Work to be completed —
Pick out the lines below that contain the string "dead" and copy them all.

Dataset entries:
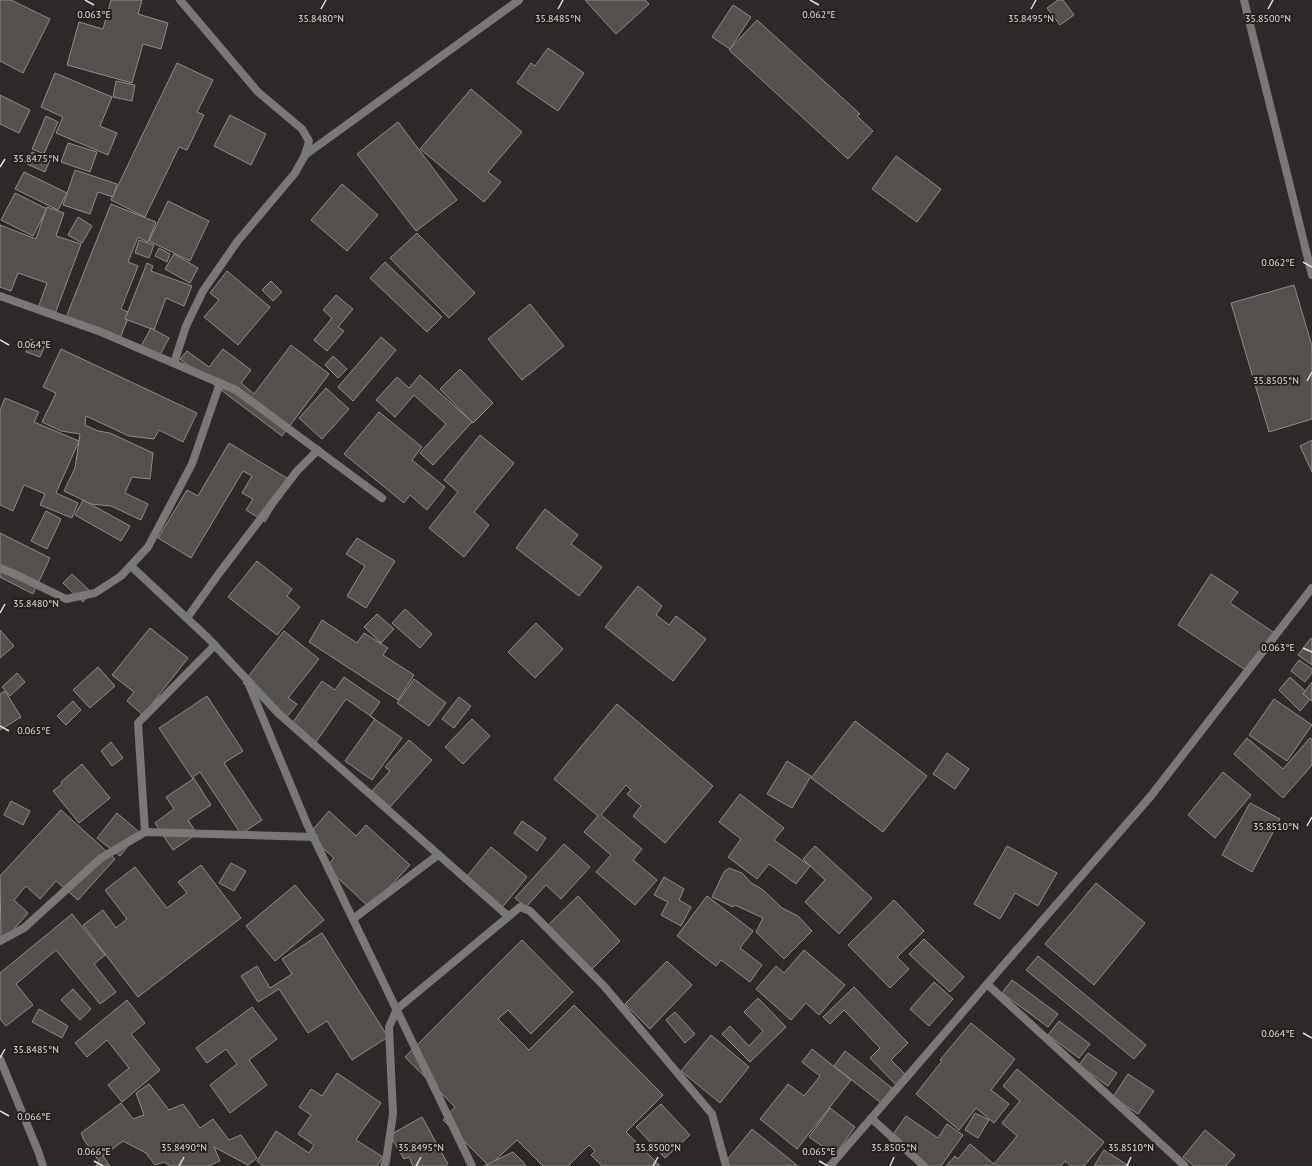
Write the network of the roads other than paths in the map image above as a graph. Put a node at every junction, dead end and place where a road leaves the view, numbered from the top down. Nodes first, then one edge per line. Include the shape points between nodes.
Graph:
1 (180, 0) edge
2 (519, 0) edge
3 (1244, 0) edge
4 (305, 155) junction
5 (1312, 275) edge
6 (0, 296) edge
7 (174, 363) junction
8 (220, 383) junction
9 (318, 450) junction
10 (382, 498) dead end
11 (131, 566) junction
12 (0, 568) edge
13 (1312, 588) edge
14 (187, 618) junction
15 (215, 645) junction
16 (247, 680) junction
17 (145, 832) junction
18 (314, 837) junction
19 (438, 855) junction
20 (508, 916) junction
21 (353, 919) junction
22 (0, 941) edge
23 (986, 984) junction
24 (397, 1010) junction
25 (0, 1059) edge
26 (871, 1118) junction
27 (43, 1166) edge
28 (384, 1166) edge
29 (472, 1166) edge
30 (726, 1166) edge
31 (830, 1166) edge
32 (924, 1166) edge
33 (1185, 1166) edge

1 - 4 street via 258,92 302,129 308,141
2 - 4 street
3 - 5 street
4 - 7 street via 296,173 237,242 203,291 186,326
6 - 7 street via 101,332
7 - 8 street
8 - 9 street via 236,390
8 - 11 street via 192,464 148,547
9 - 10 street
9 - 14 street via 297,471
11 - 12 street via 95,593 66,599
11 - 14 street
13 - 23 street via 1150,797
14 - 15 street
15 - 16 street
15 - 17 street via 138,724
16 - 18 street
16 - 19 street via 278,713
17 - 18 street
17 - 22 street via 101,858 24,928
18 - 21 street
19 - 20 street
19 - 21 street
20 - 24 street
20 - 30 street via 520,907 530,911 604,986 712,1114
21 - 24 street
23 - 26 street
23 - 33 street
24 - 28 street via 389,1027 393,1114
24 - 29 street
25 - 27 street
26 - 31 street
26 - 32 street

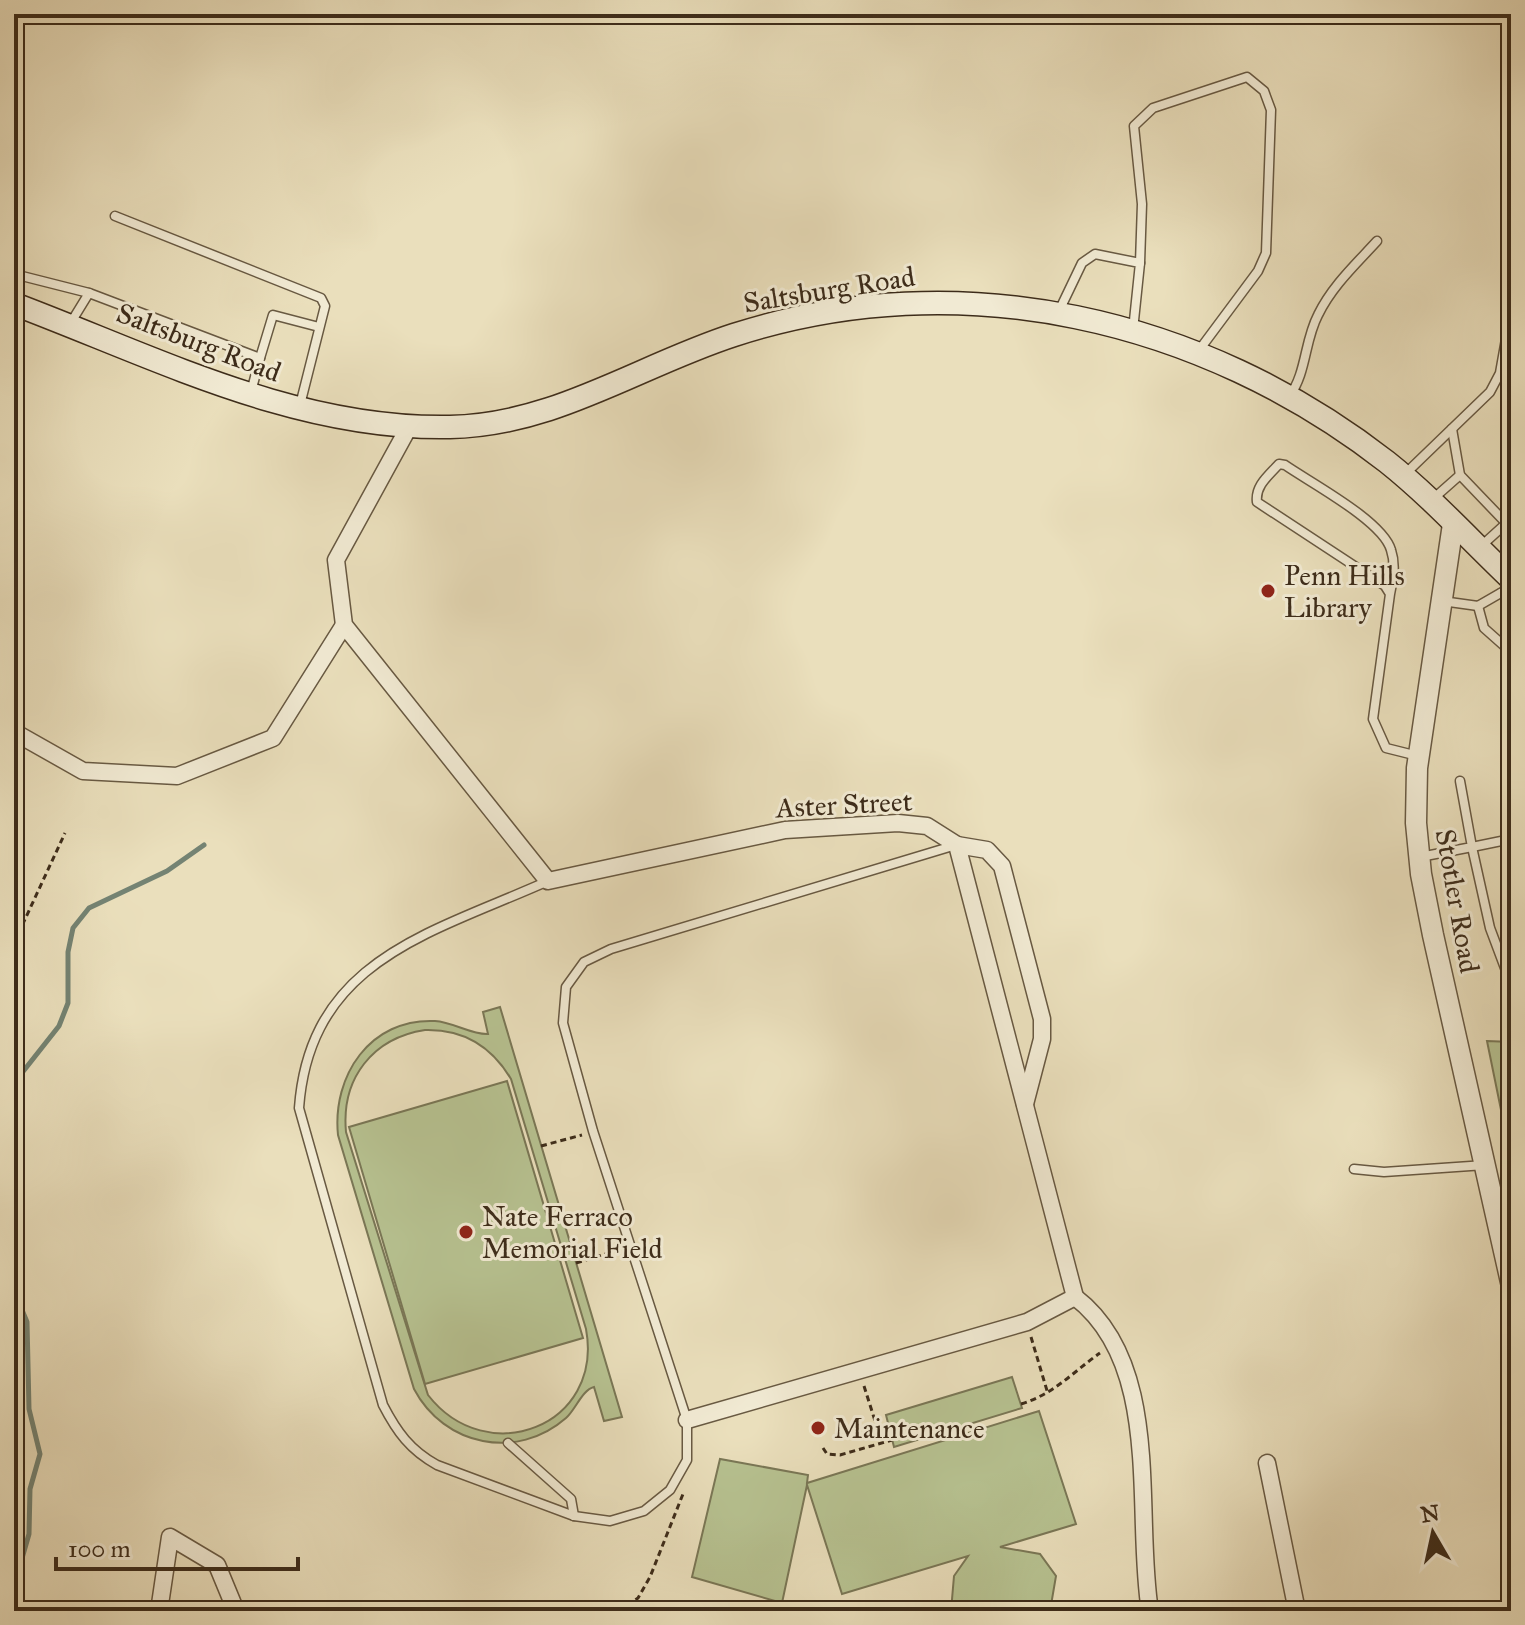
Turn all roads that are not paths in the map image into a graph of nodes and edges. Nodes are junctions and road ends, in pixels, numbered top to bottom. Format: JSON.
{"nodes":[{"id":1,"x":14,"y":82,"type":"edge"},
{"id":2,"x":14,"y":105,"type":"edge"},
{"id":3,"x":115,"y":216,"type":"dead end"},
{"id":4,"x":1377,"y":241,"type":"dead end"},
{"id":5,"x":1140,"y":263,"type":"junction"},
{"id":6,"x":14,"y":274,"type":"edge"},
{"id":7,"x":89,"y":293,"type":"junction"},
{"id":8,"x":14,"y":304,"type":"edge"},
{"id":9,"x":1059,"y":311,"type":"junction"},
{"id":10,"x":1511,"y":311,"type":"edge"},
{"id":11,"x":70,"y":325,"type":"junction"},
{"id":12,"x":319,"y":327,"type":"junction"},
{"id":13,"x":1133,"y":330,"type":"junction"},
{"id":14,"x":1197,"y":353,"type":"junction"},
{"id":15,"x":260,"y":358,"type":"junction"},
{"id":16,"x":250,"y":395,"type":"junction"},
{"id":17,"x":1288,"y":398,"type":"junction"},
{"id":18,"x":299,"y":410,"type":"junction"},
{"id":19,"x":410,"y":425,"type":"junction"},
{"id":20,"x":1452,"y":429,"type":"junction"},
{"id":21,"x":1460,"y":475,"type":"junction"},
{"id":22,"x":1404,"y":476,"type":"junction"},
{"id":23,"x":1431,"y":501,"type":"junction"},
{"id":24,"x":1509,"y":521,"type":"edge"},
{"id":25,"x":1453,"y":524,"type":"junction"},
{"id":26,"x":1479,"y":548,"type":"junction"},
{"id":27,"x":1506,"y":586,"type":"edge"},
{"id":28,"x":1511,"y":587,"type":"edge"},
{"id":29,"x":1390,"y":594,"type":"junction"},
{"id":30,"x":1442,"y":601,"type":"junction"},
{"id":31,"x":1511,"y":602,"type":"edge"},
{"id":32,"x":1478,"y":606,"type":"junction"},
{"id":33,"x":344,"y":625,"type":"junction"},
{"id":34,"x":1507,"y":634,"type":"dead end"},
{"id":35,"x":1500,"y":642,"type":"junction"},
{"id":36,"x":1511,"y":652,"type":"edge"},
{"id":37,"x":14,"y":732,"type":"edge"},
{"id":38,"x":1419,"y":757,"type":"junction"},
{"id":39,"x":1460,"y":781,"type":"dead end"},
{"id":40,"x":1511,"y":839,"type":"edge"},
{"id":41,"x":957,"y":845,"type":"junction"},
{"id":42,"x":1472,"y":847,"type":"junction"},
{"id":43,"x":1419,"y":857,"type":"junction"},
{"id":44,"x":548,"y":881,"type":"junction"},
{"id":45,"x":1511,"y":984,"type":"edge"},
{"id":46,"x":1025,"y":1105,"type":"junction"},
{"id":47,"x":1485,"y":1165,"type":"junction"},
{"id":48,"x":1354,"y":1169,"type":"dead end"},
{"id":49,"x":1507,"y":1244,"type":"edge"},
{"id":50,"x":1511,"y":1282,"type":"edge"},
{"id":51,"x":1075,"y":1297,"type":"junction"},
{"id":52,"x":687,"y":1420,"type":"junction"},
{"id":53,"x":508,"y":1443,"type":"dead end"},
{"id":54,"x":1267,"y":1463,"type":"dead end"},
{"id":55,"x":574,"y":1516,"type":"junction"},
{"id":56,"x":159,"y":1611,"type":"edge"},
{"id":57,"x":236,"y":1611,"type":"edge"},
{"id":58,"x":1150,"y":1611,"type":"edge"},
{"id":59,"x":1297,"y":1611,"type":"edge"}],
"edges":[{"from":1,"to":2,"type":"lane"},
{"from":3,"to":12,"type":"lane"},
{"from":4,"to":17,"type":"lane"},
{"from":5,"to":9,"type":"lane"},
{"from":5,"to":13,"type":"lane"},
{"from":5,"to":14,"type":"lane"},
{"from":6,"to":7,"type":"lane"},
{"from":7,"to":11,"type":"lane"},
{"from":7,"to":15,"type":"lane"},
{"from":8,"to":11,"type":"main road","name":"Saltsburg Road"},
{"from":9,"to":13,"type":"main road","name":"Saltsburg Road"},
{"from":9,"to":19,"type":"main road","name":"Saltsburg Road"},
{"from":10,"to":20,"type":"lane"},
{"from":11,"to":16,"type":"main road","name":"Saltsburg Road"},
{"from":12,"to":15,"type":"lane"},
{"from":12,"to":18,"type":"lane"},
{"from":13,"to":14,"type":"main road","name":"Saltsburg Road"},
{"from":14,"to":17,"type":"main road","name":"Saltsburg Road"},
{"from":15,"to":16,"type":"lane"},
{"from":16,"to":18,"type":"main road","name":"Saltsburg Road"},
{"from":17,"to":22,"type":"main road","name":"Saltsburg Road"},
{"from":18,"to":19,"type":"main road","name":"Saltsburg Road"},
{"from":19,"to":33,"type":"street"},
{"from":20,"to":21,"type":"lane"},
{"from":20,"to":22,"type":"lane"},
{"from":21,"to":23,"type":"lane"},
{"from":21,"to":24,"type":"lane"},
{"from":22,"to":23,"type":"main road","name":"Saltsburg Road"},
{"from":23,"to":25,"type":"main road","name":"Saltsburg Road"},
{"from":24,"to":26,"type":"lane"},
{"from":25,"to":26,"type":"main road","name":"Saltsburg Road"},
{"from":25,"to":30,"type":"street","name":"Stotler Road"},
{"from":26,"to":27,"type":"main road","name":"Saltsburg Road"},
{"from":27,"to":28,"type":"lane"},
{"from":27,"to":31,"type":"lane"},
{"from":27,"to":32,"type":"lane"},
{"from":29,"to":29,"type":"lane"},
{"from":29,"to":38,"type":"lane"},
{"from":30,"to":32,"type":"lane"},
{"from":30,"to":38,"type":"street","name":"Stotler Road"},
{"from":32,"to":35,"type":"lane"},
{"from":33,"to":37,"type":"street"},
{"from":33,"to":44,"type":"street"},
{"from":34,"to":35,"type":"lane"},
{"from":35,"to":36,"type":"lane"},
{"from":38,"to":43,"type":"street","name":"Stotler Road"},
{"from":39,"to":42,"type":"lane"},
{"from":40,"to":42,"type":"lane"},
{"from":41,"to":44,"type":"street","name":"Aster Street"},
{"from":41,"to":46,"type":"street"},
{"from":41,"to":46,"type":"street","name":"Aster Street"},
{"from":41,"to":52,"type":"lane"},
{"from":42,"to":43,"type":"lane"},
{"from":42,"to":45,"type":"lane"},
{"from":43,"to":47,"type":"street","name":"Stotler Road"},
{"from":44,"to":55,"type":"lane"},
{"from":46,"to":51,"type":"street"},
{"from":47,"to":48,"type":"lane"},
{"from":47,"to":49,"type":"street","name":"Stotler Road"},
{"from":49,"to":50,"type":"street","name":"Stotler Road"},
{"from":51,"to":52,"type":"street"},
{"from":51,"to":58,"type":"street"},
{"from":52,"to":55,"type":"lane"},
{"from":53,"to":55,"type":"lane"},
{"from":54,"to":59,"type":"street"},
{"from":56,"to":57,"type":"street"}]}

Expected answer —
Write the network of the roads other than paths in the map image above as a graph. Put a node at every junction, dead end and place where a road leaves the view, numbered from the top down. Nodes first, then one edge per line. Include the shape points between nodes.
10 (382, 498) dead end
{"id":3,"x":115,"y":216,"type":"dead end"},
{"id":4,"x":1377,"y":241,"type":"dead end"},
{"id":34,"x":1507,"y":634,"type":"dead end"},
{"id":39,"x":1460,"y":781,"type":"dead end"},
{"id":48,"x":1354,"y":1169,"type":"dead end"},
{"id":53,"x":508,"y":1443,"type":"dead end"},
{"id":54,"x":1267,"y":1463,"type":"dead end"},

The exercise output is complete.